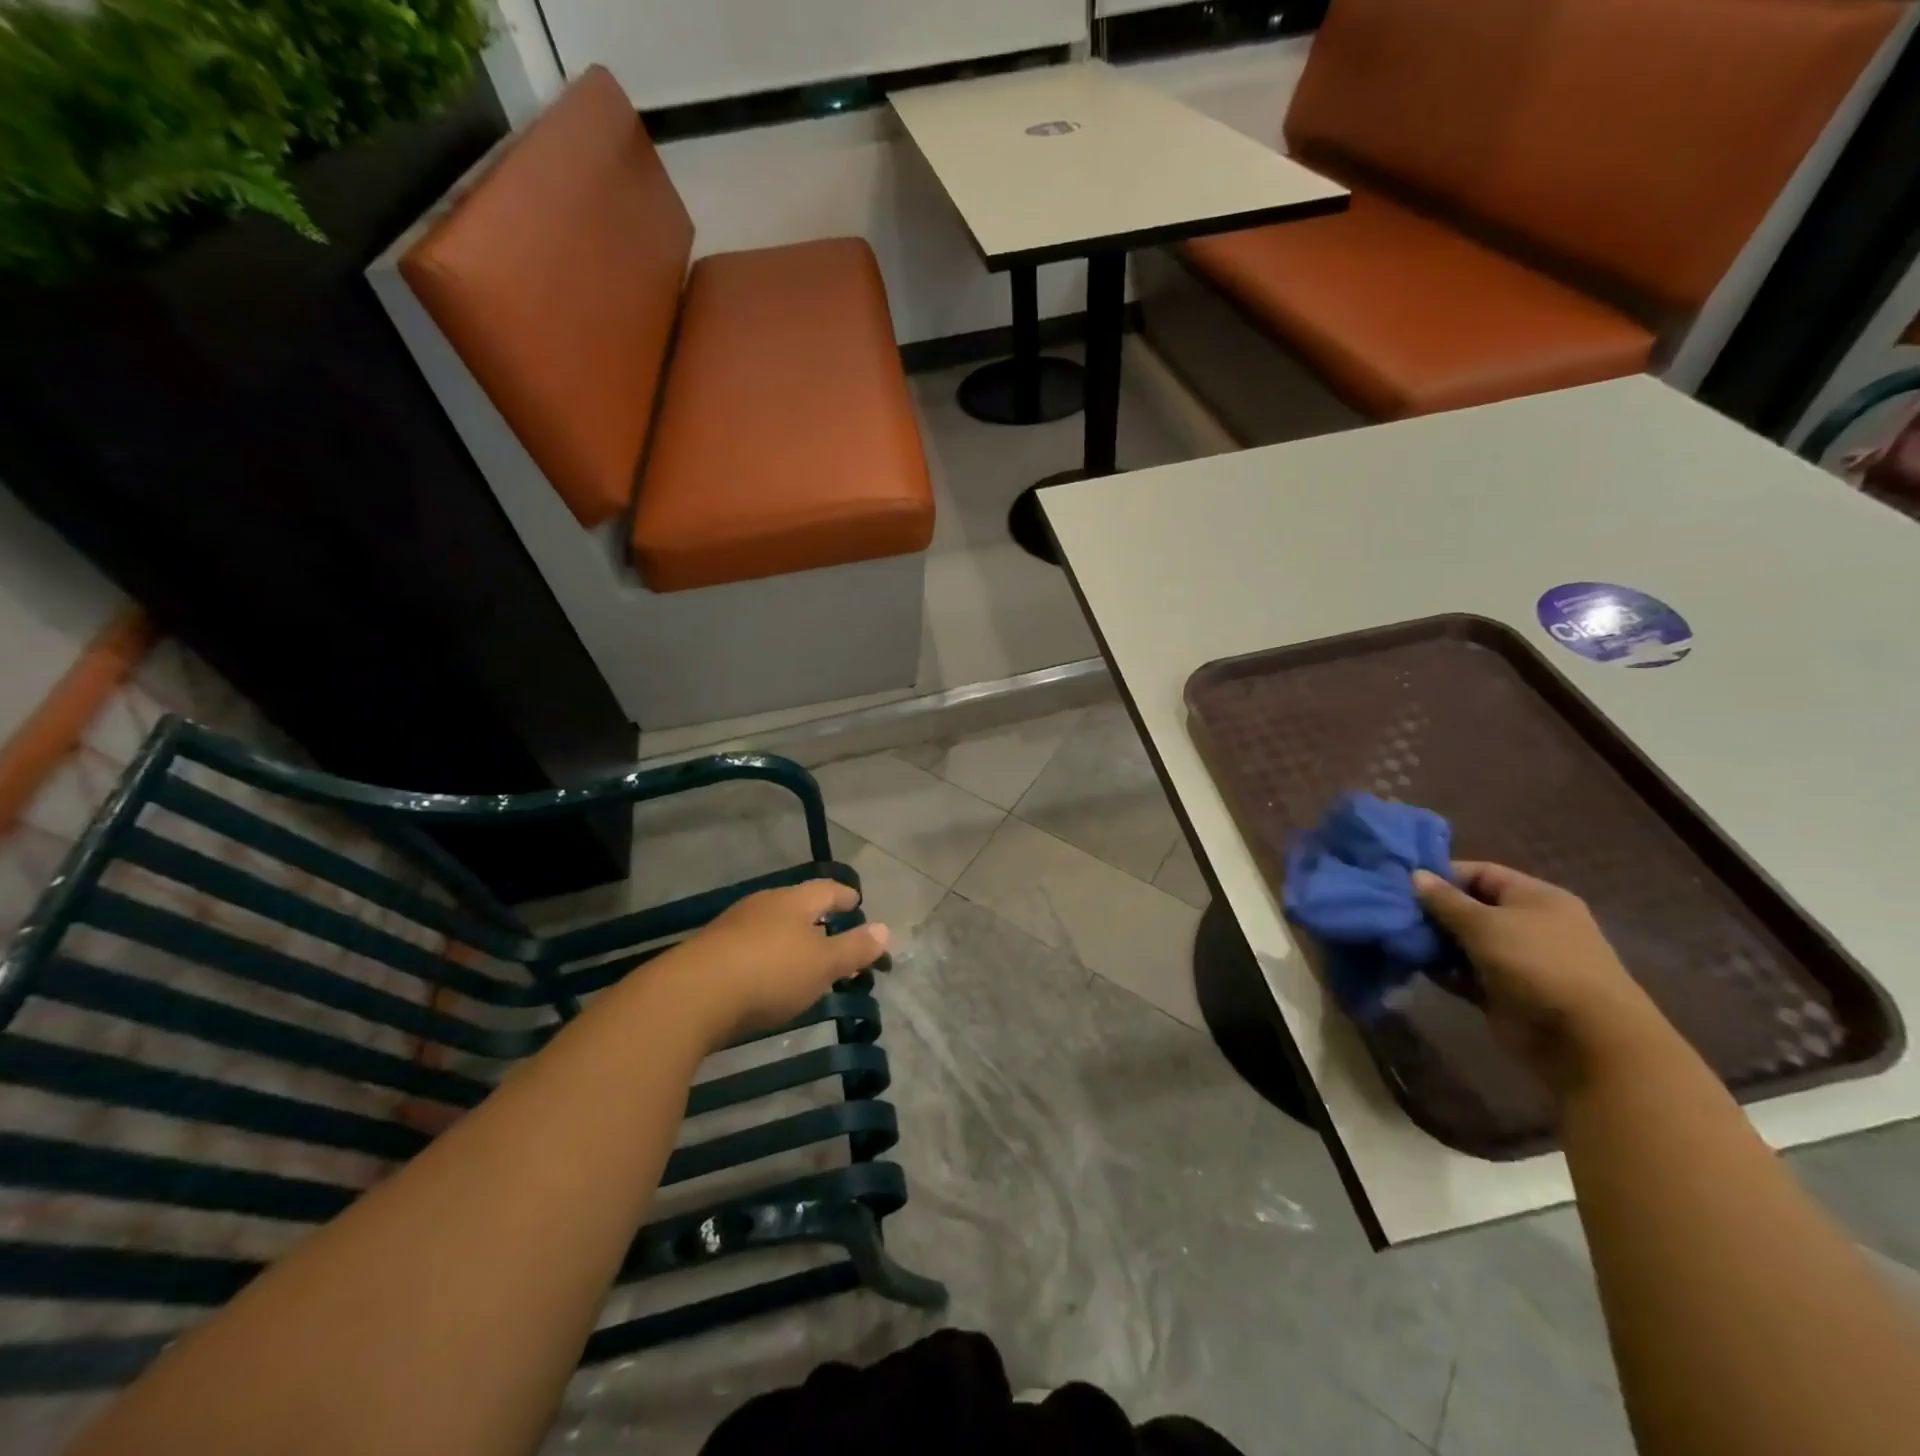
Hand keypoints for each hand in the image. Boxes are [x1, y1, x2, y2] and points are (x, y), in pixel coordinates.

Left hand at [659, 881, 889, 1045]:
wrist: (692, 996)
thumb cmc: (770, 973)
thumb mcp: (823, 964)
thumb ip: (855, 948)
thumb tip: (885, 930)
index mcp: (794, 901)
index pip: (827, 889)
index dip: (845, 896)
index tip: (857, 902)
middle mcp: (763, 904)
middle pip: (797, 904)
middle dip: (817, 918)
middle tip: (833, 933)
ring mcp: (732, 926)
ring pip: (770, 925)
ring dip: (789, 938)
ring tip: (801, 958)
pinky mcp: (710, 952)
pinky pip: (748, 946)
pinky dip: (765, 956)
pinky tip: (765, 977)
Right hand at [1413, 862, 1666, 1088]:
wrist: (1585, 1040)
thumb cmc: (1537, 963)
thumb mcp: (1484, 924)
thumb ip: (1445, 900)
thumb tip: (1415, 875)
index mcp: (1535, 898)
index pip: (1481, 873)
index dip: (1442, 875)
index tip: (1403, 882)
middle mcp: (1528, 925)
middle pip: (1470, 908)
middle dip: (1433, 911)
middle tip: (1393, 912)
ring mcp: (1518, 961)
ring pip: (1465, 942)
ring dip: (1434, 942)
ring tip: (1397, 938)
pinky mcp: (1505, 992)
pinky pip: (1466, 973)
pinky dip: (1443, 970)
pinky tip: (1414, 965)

____

Only the lines from the start of the records above through the line containing "index mcp: (1535, 898)" should be returned, exactly and with both ends, please; the pictures stay out.

Written response »
Hand keypoints for each hand in the image. Boxes are [x1, y1, x2, y2] and points are (x, y), in pixel coordinates.

Left hand at [659, 881, 889, 1045]:
wrist: (692, 996)
thumb cmc: (770, 973)
thumb mcp: (823, 964)
thumb ip: (855, 948)
thumb tip: (885, 930)
index mcp: (794, 901)
index pip: (827, 889)
index dip: (845, 896)
index tip: (857, 902)
middle mcp: (763, 904)
middle pip: (797, 904)
middle dip: (817, 918)
middle tip: (833, 933)
ring mcp: (732, 926)
ring pip: (770, 925)
ring dip: (789, 938)
ring tip: (801, 958)
pinky mcp: (710, 952)
pinky pip: (748, 946)
pinky dip: (765, 956)
pinky tip: (765, 977)
Right hand at [1413, 862, 1666, 1088]:
wrist: (1585, 1040)
thumb cmc: (1537, 963)
thumb mcp: (1484, 924)
thumb ip: (1445, 900)
thumb tip: (1415, 875)
index mcp: (1535, 898)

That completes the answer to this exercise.